1Wales Kidney Research Unit, School of Medicine, College of Biomedical and Life Sciences, Cardiff University, Heath Park, Cardiff CF14 4XN, UK
2Medizinische Klinik und Poliklinik IV, Klinikum der Universität München, Ziemssenstrasse 1, 80336 München, Germany
3Klinikum Kempten, Robert-Weixler-Strasse 50, 87439 Kempten, Germany

Received 22 June 2015; Accepted 16 August 2015

Academic Editor: Robert Beelen

Copyright © 2015 Timothy Bowen et al. This is an open access article distributed under the Creative Commons Attribution License, which permits unrestricted use, distribution, and reproduction in any medium, provided the original work is properly cited.

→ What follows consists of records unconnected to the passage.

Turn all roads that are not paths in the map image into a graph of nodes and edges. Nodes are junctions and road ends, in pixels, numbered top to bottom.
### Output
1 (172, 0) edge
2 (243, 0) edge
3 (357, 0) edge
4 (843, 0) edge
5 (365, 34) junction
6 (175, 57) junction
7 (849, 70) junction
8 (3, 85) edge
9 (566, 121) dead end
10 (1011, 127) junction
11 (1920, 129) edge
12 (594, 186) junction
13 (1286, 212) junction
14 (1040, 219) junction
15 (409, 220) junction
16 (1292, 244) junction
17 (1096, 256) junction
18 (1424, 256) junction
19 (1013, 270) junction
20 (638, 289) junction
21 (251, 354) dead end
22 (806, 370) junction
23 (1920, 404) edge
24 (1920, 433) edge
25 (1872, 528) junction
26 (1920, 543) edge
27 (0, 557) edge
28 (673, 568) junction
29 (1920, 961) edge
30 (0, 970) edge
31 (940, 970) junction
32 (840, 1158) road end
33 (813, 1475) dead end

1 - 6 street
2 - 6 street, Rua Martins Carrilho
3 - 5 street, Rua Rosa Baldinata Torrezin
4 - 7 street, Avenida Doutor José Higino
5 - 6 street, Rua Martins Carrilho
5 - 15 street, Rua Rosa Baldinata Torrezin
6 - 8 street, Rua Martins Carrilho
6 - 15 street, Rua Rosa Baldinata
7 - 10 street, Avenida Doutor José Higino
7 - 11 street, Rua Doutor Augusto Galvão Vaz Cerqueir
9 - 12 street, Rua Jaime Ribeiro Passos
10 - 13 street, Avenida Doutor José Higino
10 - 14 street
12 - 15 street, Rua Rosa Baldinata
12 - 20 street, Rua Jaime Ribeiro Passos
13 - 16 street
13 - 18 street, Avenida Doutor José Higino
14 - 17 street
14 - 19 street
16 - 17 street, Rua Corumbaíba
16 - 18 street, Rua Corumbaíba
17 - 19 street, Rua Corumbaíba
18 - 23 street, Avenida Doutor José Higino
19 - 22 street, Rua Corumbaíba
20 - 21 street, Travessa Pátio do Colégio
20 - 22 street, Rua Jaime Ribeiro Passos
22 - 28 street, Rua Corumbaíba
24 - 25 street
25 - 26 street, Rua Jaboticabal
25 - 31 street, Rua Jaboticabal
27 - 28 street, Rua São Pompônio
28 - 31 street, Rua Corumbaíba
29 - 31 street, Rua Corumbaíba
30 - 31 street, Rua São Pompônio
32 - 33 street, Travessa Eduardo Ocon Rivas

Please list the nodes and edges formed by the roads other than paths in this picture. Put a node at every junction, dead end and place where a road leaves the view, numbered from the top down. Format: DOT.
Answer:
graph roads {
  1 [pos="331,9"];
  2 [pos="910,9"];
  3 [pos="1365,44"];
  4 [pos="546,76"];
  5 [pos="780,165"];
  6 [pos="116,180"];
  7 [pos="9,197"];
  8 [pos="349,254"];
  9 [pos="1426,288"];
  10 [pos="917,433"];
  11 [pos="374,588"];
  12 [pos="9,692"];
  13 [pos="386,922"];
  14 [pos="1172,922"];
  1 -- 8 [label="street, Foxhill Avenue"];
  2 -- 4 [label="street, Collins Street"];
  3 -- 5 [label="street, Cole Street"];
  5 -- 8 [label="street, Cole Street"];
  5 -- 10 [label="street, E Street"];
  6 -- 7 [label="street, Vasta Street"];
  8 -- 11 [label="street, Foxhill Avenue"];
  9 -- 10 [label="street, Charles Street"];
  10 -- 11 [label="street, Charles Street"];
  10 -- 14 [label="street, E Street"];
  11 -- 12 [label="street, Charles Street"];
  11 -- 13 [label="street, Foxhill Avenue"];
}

Hyaluronan (HA) is a ubiquitous extracellular matrix glycosaminoglycan composed of repeated disaccharide units of alternating D-glucuronic acid and D-N-acetylglucosamine residues linked via alternating β-1,4 and β-1,3 glycosidic bonds. HA is synthesized in humans by HA synthase (HAS) enzymes 1, 2, and 3, which are encoded by the corresponding HAS genes. Previous in vitro studies have shown characteristic changes in HAS expression and increased HA synthesis in response to wounding and proinflammatory cytokines in human peritoneal mesothelial cells. In addition, in vivo models and human peritoneal biopsy samples have provided evidence of changes in HA metabolism in the fibrosis that at present accompanies peritoneal dialysis treatment. This review discusses these published observations and how they might contribute to improvement in peritoneal dialysis.